[Assignment] Look below for lines that hold the string "main" and copy each one.

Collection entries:

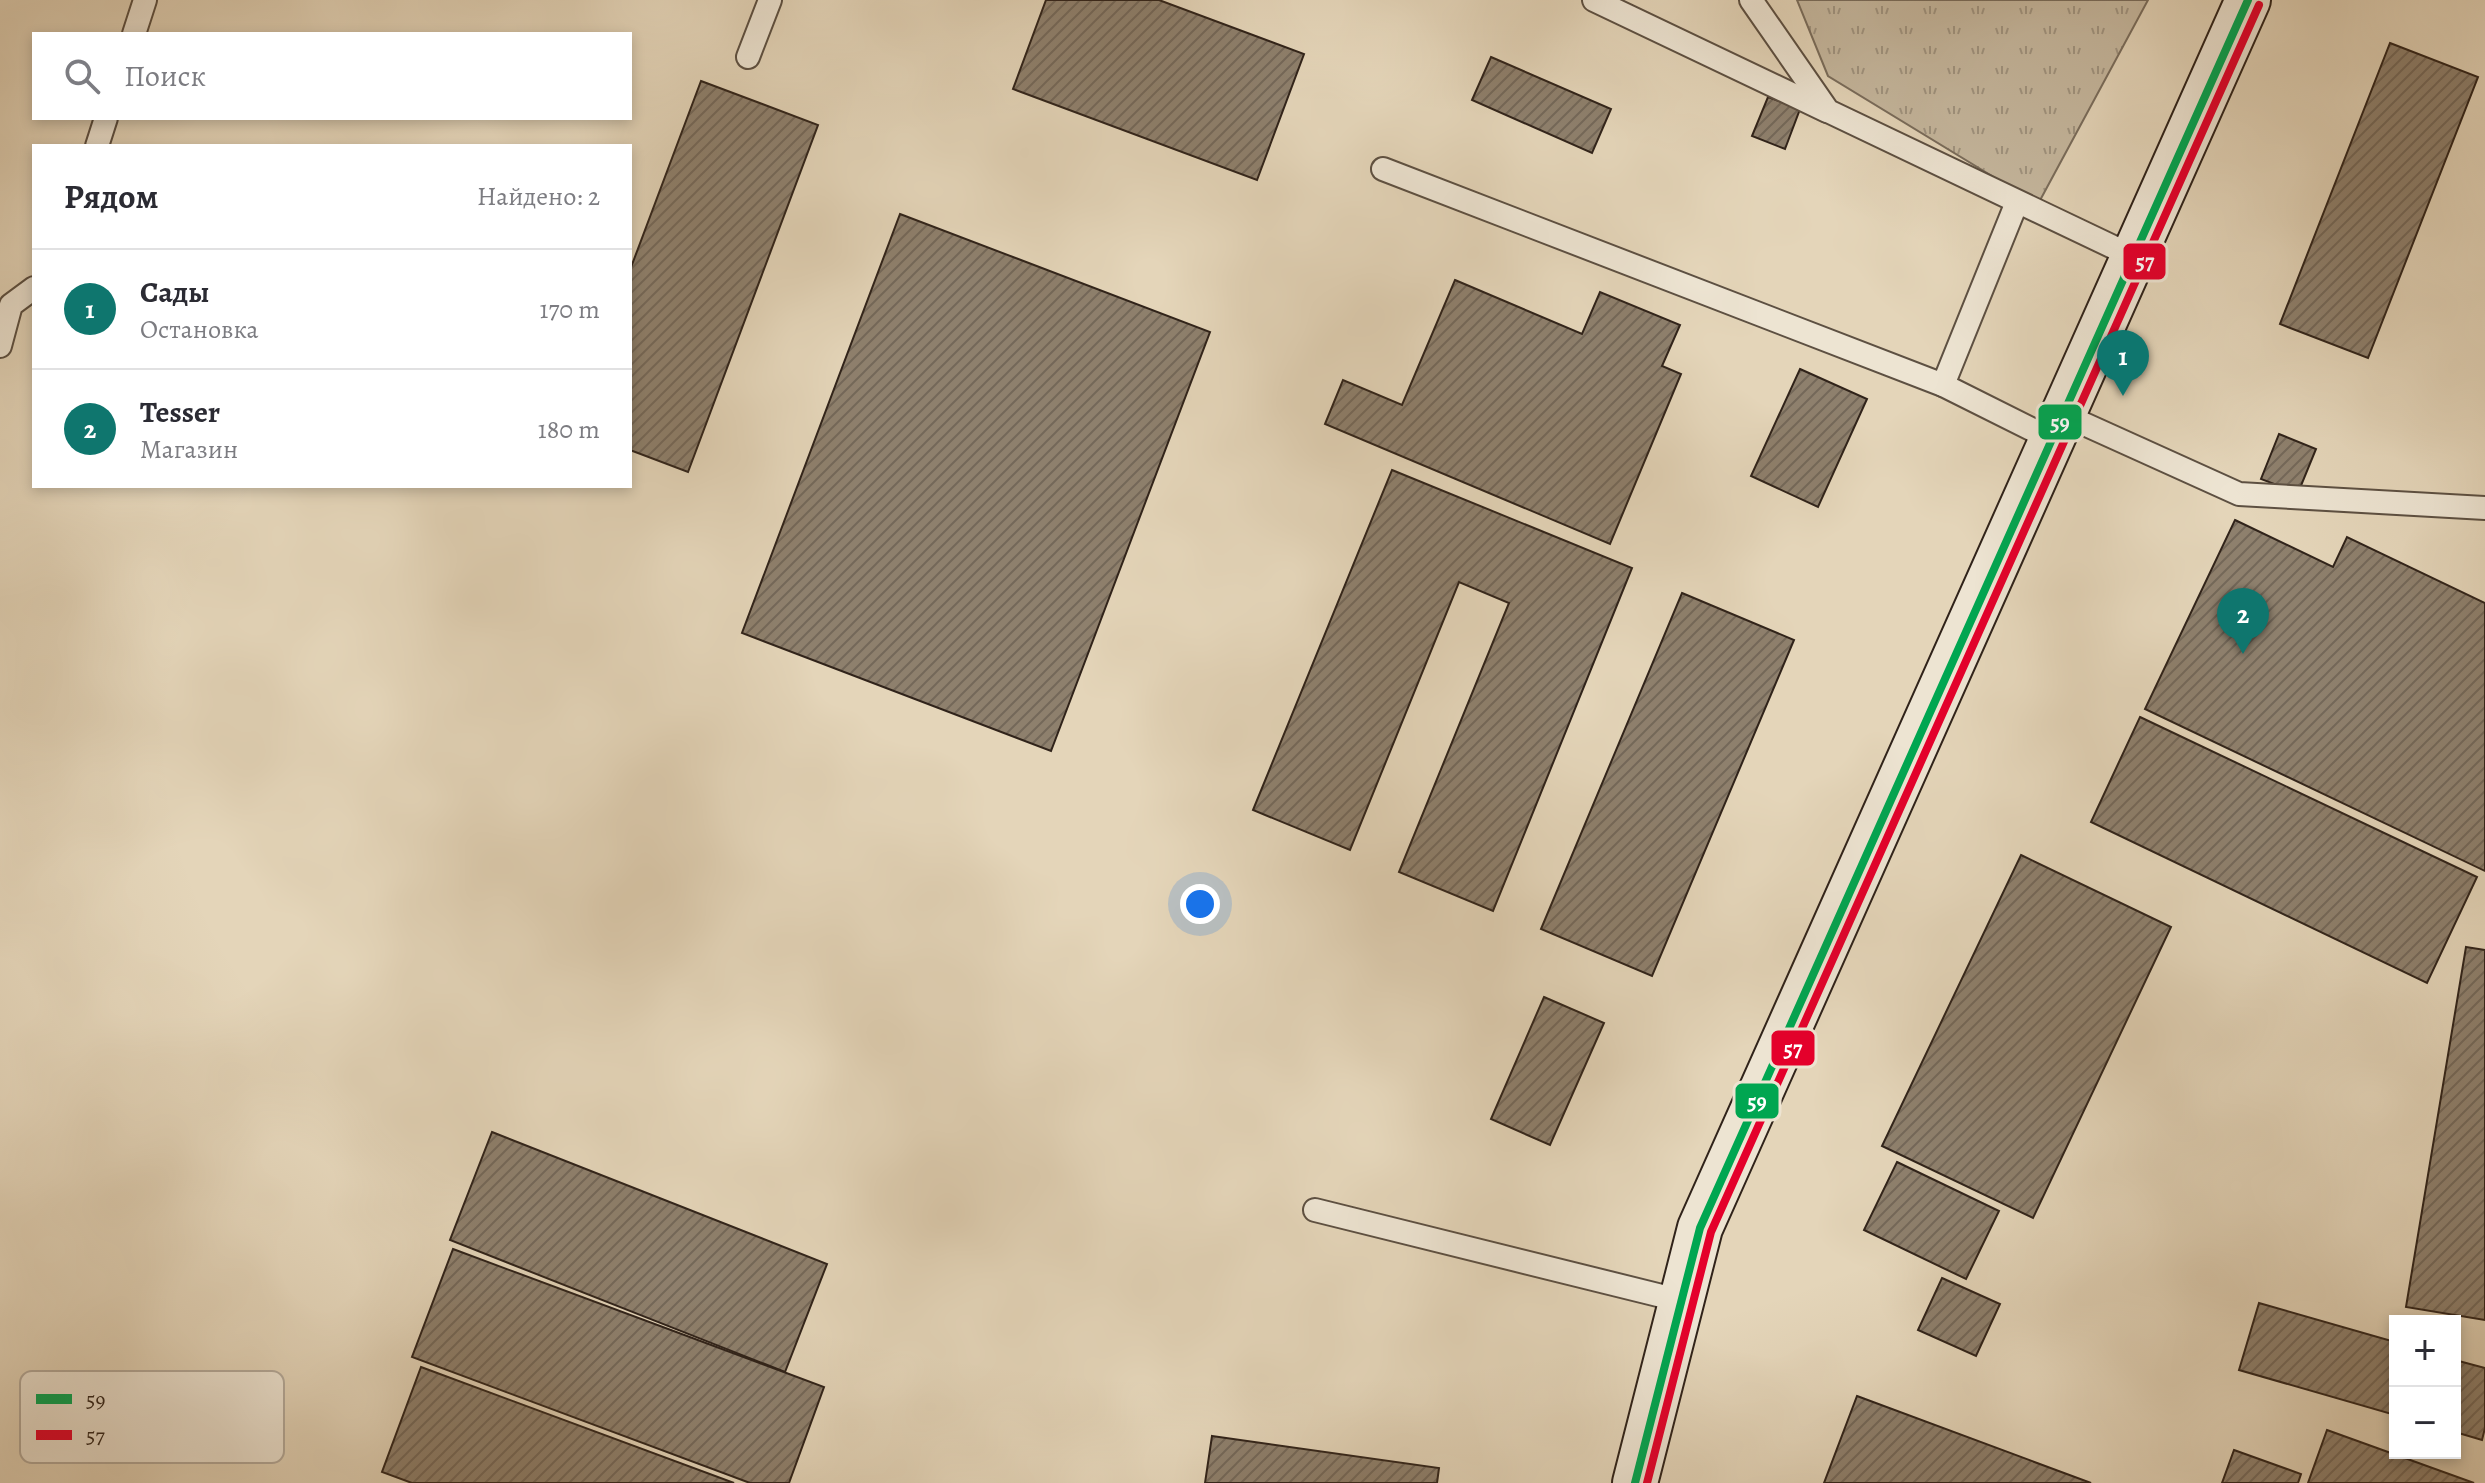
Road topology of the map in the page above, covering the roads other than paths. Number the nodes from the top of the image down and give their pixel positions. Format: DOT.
graph roads {
  1 [pos="145,0"];
  2 [pos="770,0"];
  3 [pos="1594,0"];
  4 [pos="1751,0"];
  5 [pos="2248,0"];
  6 [pos="135,32"];
  7 [pos="748,57"];
  8 [pos="1828,111"];
  9 [pos="105,120"];
  10 [pos="98,144"];
  11 [pos="1383,169"];
  12 [pos="2017,202"];
  13 [pos="2132,256"];
  14 [pos="32,289"];
  15 [pos="0,346"];
  16 [pos="1943,385"];
  17 [pos="2056,426"];
  18 [pos="2485,508"];
  19 [pos="1315,1210"];
  20 [pos="1682,1301"];
  21 [pos="1635,1483"];
  1 -- 6 [label="lane"];
  2 -- 7 [label="lane"];
  3 -- 8 [label="lane"];
  4 -- 8 [label="lane"];
  5 -- 13 [label="main road"];
  8 -- 12 [label="lane"];
  9 -- 10 [label="lane"];
  11 -- 16 [label="lane"];
  12 -- 13 [label="lane"];
  12 -- 16 [label="lane"];
  13 -- 17 [label="main road"];
  14 -- 15 [label="lane"];
  16 -- 17 [label="lane"];
  17 -- 18 [label="lane"];
  17 -- 20 [label="main road"];
  19 -- 20 [label="lane"];
  20 -- 21 [label="main road"];
}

[Answer to the problem]
  5 -- 13 [label="main road"];
  13 -- 17 [label="main road"];
  17 -- 20 [label="main road"];
  20 -- 21 [label="main road"];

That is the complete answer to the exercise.